(WHAT NEEDS TO BE DONE) Go through the listing and write out all of it exactly.

● ● ● ● ●

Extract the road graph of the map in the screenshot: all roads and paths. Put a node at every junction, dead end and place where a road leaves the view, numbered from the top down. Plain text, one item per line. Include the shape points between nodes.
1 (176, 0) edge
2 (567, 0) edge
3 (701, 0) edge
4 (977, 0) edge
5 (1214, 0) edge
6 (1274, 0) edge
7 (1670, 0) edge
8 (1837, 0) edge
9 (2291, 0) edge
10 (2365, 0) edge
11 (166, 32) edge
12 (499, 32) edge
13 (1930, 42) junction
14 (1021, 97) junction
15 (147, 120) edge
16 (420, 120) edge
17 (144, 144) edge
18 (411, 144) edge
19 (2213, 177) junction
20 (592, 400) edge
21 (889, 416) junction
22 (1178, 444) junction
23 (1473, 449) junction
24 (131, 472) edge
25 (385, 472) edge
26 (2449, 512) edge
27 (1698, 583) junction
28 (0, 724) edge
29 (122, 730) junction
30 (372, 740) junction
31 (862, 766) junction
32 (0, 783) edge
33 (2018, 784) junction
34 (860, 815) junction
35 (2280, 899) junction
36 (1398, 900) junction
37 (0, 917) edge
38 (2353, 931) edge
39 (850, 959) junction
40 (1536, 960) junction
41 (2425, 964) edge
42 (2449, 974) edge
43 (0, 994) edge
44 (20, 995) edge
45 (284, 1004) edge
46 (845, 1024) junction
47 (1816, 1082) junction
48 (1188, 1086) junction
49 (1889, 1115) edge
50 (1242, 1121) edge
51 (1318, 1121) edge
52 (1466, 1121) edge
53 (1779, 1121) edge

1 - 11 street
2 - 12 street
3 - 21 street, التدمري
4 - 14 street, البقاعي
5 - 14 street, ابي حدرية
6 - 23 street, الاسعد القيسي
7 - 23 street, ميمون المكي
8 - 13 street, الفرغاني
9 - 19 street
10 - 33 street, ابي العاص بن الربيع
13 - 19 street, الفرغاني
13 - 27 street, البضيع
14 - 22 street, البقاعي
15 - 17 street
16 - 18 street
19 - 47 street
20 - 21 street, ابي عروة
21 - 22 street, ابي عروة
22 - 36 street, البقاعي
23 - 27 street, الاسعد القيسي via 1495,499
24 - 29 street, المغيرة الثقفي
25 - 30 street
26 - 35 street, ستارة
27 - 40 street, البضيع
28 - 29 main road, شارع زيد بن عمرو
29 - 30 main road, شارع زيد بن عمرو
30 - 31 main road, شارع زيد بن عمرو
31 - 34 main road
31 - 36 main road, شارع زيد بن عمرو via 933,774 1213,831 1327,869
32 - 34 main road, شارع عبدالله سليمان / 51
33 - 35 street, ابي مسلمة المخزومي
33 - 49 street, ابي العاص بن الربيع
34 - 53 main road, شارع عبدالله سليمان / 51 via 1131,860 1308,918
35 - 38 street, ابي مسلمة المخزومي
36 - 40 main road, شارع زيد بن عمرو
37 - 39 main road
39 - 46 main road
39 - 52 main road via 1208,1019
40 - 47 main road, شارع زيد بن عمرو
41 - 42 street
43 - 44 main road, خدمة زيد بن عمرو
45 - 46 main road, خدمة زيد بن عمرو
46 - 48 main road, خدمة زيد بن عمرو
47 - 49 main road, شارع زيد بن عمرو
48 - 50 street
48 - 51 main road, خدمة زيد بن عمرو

● ● ● ● ●

(SOLUTION BELOW)
Extract the road graph of the map in the screenshot: all roads and paths. Put a node at every junction, dead end and place where a road leaves the view, numbered from the top down. Plain text, one item per line. Include the shape points between nodes.
1 (176, 0) edge
2 (567, 0) edge
3 (701, 0) edge
4 (977, 0) edge
5 (1214, 0) edge
6 (1274, 0) edge
7 (1670, 0) edge
8 (1837, 0) edge
9 (2291, 0) edge
10 (2365, 0) edge
11 (166, 32) edge
12 (499, 32) edge
13 (1930, 42) junction
14 (1021, 97) junction
15 (147, 120) edge
16 (420, 120) edge
17 (144, 144) edge
18 (411, 144) edge
19 (2213, 177) junction
20 (592, 400) edge
21 (889, 416) junction
22 (1178, 444) junction
23 (1473, 449) junction
24 (131, 472) edge
25 (385, 472) edge
26 (2449, 512) edge
27 (1698, 583) junction
28 (0, 724) edge
29 (122, 730) junction
30 (372, 740) junction
31 (862, 766) junction
32 (0, 783) edge
33 (2018, 784) junction
34 (860, 815) junction
35 (2280, 899) junction
36 (1398, 900) junction
37 (0, 917) edge
38 (2353, 931) edge
39 (850, 959) junction
40 (1536, 960) junction
41 (2425, 964) edge
42 (2449, 974) edge
43 (0, 994) edge
44 (20, 995) edge
45 (284, 1004) edge
46 (845, 1024) junction
47 (1816, 1082) junction
48 (1188, 1086) junction
49 (1889, 1115) edge
50 (1242, 1121) edge
51 (1318, 1121) edge
52 (1466, 1121) edge
53 (1779, 1121) edge

1 - 11 street
2 - 12 street
3 - 21 street, التدمري
4 - 14 street, البقاعي
5 - 14 street, ابي حدرية
6 - 23 street, الاسعد القيسي
7 - 23 street, ميمون المكي
8 - 13 street, الفرغاني
9 - 19 street
10 - 33 street, ابي العاص بن الربيع
13 - 19 street, الفرغاني
13 - 27 street, البضيع
14 - 22 street, البقاعي
15 - 17 street
16 - 18 street
19 - 47 street
20 - 21 street, ابي عروة
21 - 22 street, ابي عروة
22 - 36 street, البقاعي
23 - 27 street, الاسعد القيسي via 1495,499
24 - 29 street, المغيرة الثقفي
25 - 30 street
26 - 35 street, ستارة
27 - 40 street, البضيع
28 - 29 main road, شارع زيد بن عمرو
29 - 30 main road, شارع زيد بن عمرو
30 - 31 main road, شارع زيد بن عمرو
31 - 34 main road
31 - 36 main road, شارع زيد بن عمرو via 933,774 1213,831 1327,869
32 - 34 main road, شارع عبدالله سليمان / 51
33 - 35 street, ابي مسلمة المخزومي
33 - 49 street, ابي العاص بن الربيع
34 - 53 main road, شارع عبدالله سليمان / 51 via 1131,860 1308,918
35 - 38 street, ابي مسلمة المخزومي
36 - 40 main road, شارع زيد بن عمرو
37 - 39 main road
39 - 46 main road
39 - 52 main road via 1208,1019
40 - 47 main road, شارع زيد بن عمرو
41 - 42 street
43 - 44 main road, خدمة زيد بن عمرو
45 - 46 main road, خدمة زيد بن عمرو
46 - 48 main road, خدمة زيد بن عمرو
47 - 49 main road, شارع زيد بن عمرو
48 - 50 street
48 - 51 main road, خدمة زيد بن عمرو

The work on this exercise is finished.